**Work request**
Looking at the data that follows, count the lines containing the word "Digitize" and write down only that count.

══ Exercise materials ══

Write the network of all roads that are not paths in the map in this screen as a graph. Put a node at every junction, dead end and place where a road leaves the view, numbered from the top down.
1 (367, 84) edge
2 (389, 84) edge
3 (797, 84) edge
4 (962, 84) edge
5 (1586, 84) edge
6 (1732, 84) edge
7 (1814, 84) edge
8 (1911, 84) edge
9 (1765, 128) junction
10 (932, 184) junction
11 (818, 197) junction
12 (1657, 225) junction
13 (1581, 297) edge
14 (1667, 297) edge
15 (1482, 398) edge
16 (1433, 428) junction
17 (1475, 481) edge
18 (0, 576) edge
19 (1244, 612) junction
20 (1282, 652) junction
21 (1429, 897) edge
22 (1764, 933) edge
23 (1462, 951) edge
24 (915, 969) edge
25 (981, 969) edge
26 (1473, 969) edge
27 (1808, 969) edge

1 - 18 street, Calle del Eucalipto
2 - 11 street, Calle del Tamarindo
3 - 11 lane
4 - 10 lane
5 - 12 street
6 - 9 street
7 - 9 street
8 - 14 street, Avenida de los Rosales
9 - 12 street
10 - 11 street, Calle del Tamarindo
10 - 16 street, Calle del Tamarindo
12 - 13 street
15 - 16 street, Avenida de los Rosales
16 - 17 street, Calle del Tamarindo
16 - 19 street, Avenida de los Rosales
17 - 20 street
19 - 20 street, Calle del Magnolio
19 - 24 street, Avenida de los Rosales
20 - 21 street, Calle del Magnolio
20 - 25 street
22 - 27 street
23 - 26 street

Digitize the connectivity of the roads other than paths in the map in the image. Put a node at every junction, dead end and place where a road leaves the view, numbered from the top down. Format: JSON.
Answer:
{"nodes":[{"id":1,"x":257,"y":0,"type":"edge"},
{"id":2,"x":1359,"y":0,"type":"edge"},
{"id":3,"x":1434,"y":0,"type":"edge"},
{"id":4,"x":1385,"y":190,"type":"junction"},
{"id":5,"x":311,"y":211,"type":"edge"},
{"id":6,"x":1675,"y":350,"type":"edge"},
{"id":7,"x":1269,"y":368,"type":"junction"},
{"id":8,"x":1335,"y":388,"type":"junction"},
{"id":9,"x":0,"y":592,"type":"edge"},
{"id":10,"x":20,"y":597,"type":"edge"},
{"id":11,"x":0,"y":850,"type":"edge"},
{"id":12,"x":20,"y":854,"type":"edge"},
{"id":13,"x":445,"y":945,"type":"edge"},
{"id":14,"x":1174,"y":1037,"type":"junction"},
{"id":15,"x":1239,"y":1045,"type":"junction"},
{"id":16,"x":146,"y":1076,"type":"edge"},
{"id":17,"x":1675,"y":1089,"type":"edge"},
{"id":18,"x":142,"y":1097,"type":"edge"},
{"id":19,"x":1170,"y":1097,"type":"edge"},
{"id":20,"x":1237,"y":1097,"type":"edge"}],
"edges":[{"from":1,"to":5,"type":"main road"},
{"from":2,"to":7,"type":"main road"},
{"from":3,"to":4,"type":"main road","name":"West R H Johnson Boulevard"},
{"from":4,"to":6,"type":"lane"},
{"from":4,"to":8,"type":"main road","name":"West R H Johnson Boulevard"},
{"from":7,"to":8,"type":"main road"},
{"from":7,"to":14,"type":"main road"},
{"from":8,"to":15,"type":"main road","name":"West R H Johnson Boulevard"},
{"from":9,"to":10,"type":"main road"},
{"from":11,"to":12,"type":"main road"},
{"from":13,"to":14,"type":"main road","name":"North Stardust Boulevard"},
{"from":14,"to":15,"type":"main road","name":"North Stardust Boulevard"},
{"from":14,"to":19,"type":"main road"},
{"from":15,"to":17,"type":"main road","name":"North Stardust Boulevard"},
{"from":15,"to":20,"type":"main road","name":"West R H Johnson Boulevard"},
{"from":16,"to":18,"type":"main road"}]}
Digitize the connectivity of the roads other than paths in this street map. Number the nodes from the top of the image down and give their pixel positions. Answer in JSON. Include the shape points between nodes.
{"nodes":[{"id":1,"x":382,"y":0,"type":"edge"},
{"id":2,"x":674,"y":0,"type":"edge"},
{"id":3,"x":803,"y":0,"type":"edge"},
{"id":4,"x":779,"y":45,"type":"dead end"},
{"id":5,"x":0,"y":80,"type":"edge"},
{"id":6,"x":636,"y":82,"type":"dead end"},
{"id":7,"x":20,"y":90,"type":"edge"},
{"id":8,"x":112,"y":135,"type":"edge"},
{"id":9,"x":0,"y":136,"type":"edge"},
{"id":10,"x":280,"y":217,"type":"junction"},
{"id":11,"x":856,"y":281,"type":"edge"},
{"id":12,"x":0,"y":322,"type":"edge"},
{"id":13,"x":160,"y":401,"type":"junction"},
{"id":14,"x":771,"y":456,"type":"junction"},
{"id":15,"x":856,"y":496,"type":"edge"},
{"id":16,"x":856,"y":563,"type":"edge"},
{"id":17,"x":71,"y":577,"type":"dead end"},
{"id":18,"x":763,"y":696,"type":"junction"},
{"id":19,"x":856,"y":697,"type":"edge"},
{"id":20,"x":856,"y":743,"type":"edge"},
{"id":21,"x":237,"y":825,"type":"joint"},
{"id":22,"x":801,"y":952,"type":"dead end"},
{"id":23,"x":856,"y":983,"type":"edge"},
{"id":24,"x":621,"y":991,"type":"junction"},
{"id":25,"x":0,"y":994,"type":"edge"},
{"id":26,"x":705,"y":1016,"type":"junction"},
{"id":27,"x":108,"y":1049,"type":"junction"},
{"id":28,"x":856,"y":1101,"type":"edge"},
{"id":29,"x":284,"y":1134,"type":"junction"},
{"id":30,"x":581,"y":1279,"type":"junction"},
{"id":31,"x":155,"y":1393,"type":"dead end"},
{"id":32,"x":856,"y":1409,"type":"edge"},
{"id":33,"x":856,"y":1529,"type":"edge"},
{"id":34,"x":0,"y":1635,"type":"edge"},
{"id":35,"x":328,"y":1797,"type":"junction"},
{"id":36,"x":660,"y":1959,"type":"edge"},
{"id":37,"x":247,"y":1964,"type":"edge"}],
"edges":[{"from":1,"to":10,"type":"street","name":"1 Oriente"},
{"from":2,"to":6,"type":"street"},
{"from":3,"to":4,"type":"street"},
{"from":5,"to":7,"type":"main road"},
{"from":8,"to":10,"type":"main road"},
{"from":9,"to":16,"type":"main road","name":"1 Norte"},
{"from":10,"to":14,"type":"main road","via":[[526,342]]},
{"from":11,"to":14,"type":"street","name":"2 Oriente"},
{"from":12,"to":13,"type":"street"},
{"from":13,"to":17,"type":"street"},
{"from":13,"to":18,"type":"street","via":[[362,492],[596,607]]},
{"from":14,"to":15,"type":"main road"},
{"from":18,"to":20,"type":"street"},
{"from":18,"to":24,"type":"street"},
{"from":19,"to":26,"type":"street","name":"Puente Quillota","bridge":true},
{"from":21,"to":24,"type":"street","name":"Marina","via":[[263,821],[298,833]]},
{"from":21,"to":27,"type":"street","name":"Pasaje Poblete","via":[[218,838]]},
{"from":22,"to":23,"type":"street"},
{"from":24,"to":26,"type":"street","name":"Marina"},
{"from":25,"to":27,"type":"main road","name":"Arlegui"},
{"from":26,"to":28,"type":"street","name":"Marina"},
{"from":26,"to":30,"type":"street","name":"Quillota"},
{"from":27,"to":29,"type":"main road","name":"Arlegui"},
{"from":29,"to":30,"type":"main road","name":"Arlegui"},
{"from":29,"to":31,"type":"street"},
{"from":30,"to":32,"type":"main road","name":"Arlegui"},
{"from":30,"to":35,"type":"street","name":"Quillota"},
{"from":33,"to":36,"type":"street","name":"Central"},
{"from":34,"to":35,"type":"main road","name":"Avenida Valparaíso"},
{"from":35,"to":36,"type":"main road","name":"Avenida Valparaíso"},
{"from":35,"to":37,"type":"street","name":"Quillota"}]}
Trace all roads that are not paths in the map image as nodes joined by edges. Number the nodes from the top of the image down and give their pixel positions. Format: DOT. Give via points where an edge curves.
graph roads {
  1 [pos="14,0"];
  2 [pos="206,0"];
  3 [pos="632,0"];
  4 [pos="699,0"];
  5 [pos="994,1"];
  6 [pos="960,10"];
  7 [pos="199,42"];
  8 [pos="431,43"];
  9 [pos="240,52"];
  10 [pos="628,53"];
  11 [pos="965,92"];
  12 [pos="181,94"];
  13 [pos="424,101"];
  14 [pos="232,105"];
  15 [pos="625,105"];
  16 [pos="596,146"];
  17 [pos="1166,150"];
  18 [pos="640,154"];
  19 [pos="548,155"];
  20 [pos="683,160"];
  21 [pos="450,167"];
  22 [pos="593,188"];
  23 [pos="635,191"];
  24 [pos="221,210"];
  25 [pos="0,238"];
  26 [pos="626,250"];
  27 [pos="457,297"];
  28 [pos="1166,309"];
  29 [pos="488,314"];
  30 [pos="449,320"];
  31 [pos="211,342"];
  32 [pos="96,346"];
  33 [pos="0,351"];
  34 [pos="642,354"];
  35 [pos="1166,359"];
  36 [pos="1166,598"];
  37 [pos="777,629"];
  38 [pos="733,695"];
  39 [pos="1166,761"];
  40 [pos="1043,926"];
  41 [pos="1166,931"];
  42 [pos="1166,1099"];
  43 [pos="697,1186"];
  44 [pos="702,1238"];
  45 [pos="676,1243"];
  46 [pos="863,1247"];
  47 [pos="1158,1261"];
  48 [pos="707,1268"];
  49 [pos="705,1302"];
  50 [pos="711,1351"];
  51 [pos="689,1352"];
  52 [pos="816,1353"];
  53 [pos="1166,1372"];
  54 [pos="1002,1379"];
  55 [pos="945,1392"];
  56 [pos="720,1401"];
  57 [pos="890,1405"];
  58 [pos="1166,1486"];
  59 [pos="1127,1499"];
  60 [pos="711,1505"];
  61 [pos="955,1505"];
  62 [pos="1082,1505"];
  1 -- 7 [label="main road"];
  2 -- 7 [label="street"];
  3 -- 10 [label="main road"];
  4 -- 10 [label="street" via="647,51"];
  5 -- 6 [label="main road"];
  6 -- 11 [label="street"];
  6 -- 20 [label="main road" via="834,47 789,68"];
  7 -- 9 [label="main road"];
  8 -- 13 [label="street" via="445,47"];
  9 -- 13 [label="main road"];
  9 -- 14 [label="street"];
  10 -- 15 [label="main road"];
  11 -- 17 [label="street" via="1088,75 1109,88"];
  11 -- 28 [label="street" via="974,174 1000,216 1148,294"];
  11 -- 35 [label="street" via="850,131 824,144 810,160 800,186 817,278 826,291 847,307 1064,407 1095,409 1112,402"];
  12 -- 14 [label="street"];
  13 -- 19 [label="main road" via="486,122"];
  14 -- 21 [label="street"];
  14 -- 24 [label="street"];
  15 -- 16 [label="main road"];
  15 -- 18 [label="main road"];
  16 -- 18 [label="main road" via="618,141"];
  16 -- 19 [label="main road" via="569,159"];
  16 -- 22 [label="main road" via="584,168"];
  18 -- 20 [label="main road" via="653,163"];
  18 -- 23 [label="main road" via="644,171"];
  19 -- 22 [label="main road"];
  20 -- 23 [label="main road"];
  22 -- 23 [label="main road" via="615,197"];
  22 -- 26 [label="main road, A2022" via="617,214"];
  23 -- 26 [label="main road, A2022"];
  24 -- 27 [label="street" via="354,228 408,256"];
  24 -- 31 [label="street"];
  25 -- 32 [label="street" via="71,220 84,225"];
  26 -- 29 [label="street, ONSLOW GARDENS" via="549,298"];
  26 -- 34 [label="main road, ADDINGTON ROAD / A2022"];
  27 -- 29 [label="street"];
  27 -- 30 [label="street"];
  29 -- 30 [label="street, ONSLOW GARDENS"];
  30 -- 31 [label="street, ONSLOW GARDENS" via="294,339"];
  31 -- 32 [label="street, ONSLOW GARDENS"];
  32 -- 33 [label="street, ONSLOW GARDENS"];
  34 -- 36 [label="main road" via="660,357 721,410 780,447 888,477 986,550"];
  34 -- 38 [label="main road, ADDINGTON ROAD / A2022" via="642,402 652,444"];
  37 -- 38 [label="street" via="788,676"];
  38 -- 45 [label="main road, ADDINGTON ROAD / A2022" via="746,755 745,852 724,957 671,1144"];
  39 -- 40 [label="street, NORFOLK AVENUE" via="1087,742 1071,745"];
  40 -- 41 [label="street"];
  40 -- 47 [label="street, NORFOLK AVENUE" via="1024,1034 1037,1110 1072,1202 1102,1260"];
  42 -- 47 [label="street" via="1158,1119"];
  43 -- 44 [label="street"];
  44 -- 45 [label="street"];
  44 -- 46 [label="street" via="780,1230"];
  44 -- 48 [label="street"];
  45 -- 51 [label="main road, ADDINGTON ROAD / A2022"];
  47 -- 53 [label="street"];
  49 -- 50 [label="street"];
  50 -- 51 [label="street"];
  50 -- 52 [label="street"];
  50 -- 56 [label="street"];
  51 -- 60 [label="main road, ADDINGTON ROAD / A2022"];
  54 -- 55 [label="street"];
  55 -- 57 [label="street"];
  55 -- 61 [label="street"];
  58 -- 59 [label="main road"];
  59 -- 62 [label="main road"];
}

═══

**Output**
2